> **WHAT IS BEING ASKED**
For each entry, restate it word for word while omitting any image it holds.

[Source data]
::::::::

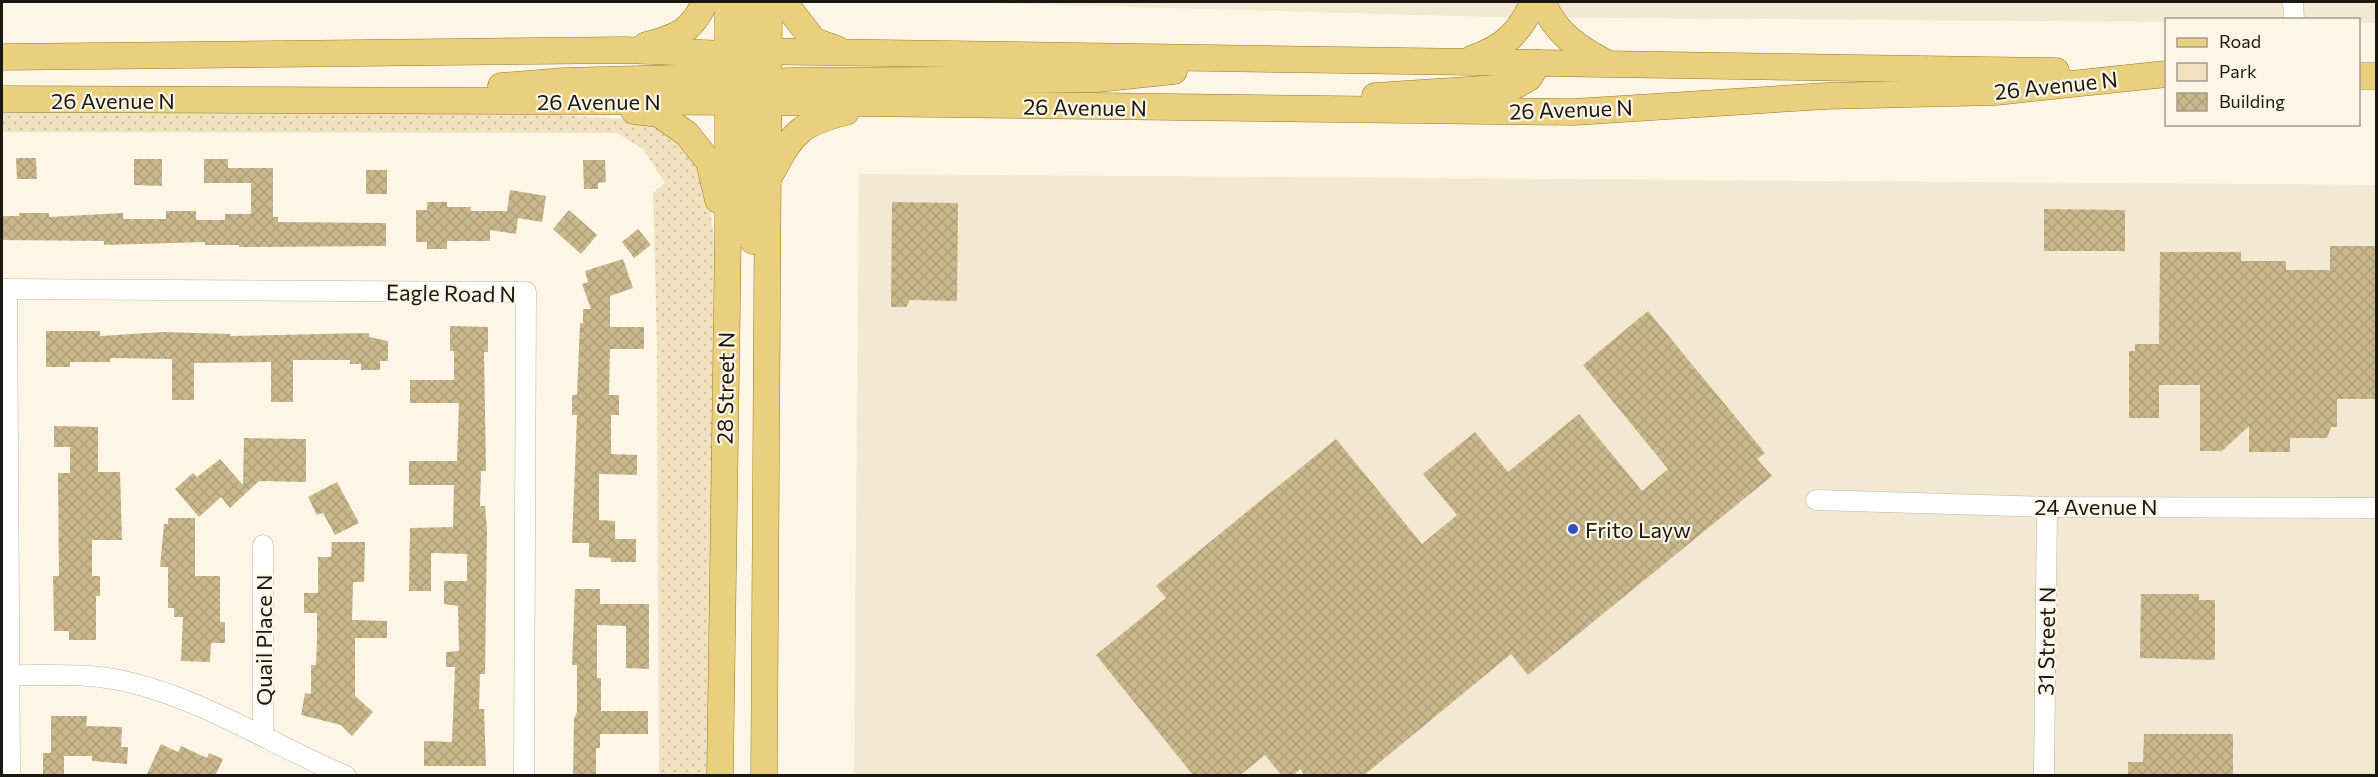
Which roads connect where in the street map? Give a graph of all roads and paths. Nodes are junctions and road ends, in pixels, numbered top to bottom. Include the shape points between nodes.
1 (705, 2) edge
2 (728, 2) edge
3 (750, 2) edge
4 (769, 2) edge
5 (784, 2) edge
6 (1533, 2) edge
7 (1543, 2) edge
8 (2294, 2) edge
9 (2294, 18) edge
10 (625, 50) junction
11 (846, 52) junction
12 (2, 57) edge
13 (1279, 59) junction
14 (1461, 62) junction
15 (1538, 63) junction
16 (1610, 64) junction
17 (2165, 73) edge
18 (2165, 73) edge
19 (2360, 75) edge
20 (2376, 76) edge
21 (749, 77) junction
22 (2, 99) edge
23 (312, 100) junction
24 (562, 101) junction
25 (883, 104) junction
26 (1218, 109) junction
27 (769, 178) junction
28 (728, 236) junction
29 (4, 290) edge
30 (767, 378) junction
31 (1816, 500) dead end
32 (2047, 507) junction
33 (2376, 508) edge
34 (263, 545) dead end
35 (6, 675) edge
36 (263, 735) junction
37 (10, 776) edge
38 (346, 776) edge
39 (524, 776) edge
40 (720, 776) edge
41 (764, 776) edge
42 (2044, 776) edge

::::::::

> **RESPONSE TO THE EXERCISE**
Which roads connect where in the street map? Give a graph of all roads and paths. Nodes are junctions and road ends, in pixels, numbered top to bottom. Include the shape points between nodes.
1 (705, 2) edge
2 (728, 2) edge
3 (750, 2) edge
4 (769, 2) edge
5 (784, 2) edge
6 (1533, 2) edge
7 (1543, 2) edge
8 (2294, 2) edge
9 (2294, 18) edge
10 (625, 50) junction
11 (846, 52) junction
12 (2, 57) edge
13 (1279, 59) junction
14 (1461, 62) junction
15 (1538, 63) junction
16 (1610, 64) junction
17 (2165, 73) edge
18 (2165, 73) edge
19 (2360, 75) edge
20 (2376, 76) edge
21 (749, 77) junction
22 (2, 99) edge
23 (312, 100) junction
24 (562, 101) junction
25 (883, 104) junction
26 (1218, 109) junction
27 (769, 178) junction
28 (728, 236) junction
29 (4, 290) edge
30 (767, 378) junction
31 (1816, 500) dead end
32 (2047, 507) junction
33 (2376, 508) edge
34 (263, 545) dead end
35 (6, 675) edge
36 (263, 735) junction
37 (10, 776) edge
38 (346, 776) edge
39 (524, 776) edge
40 (720, 776) edge
41 (764, 776) edge
42 (2044, 776) edge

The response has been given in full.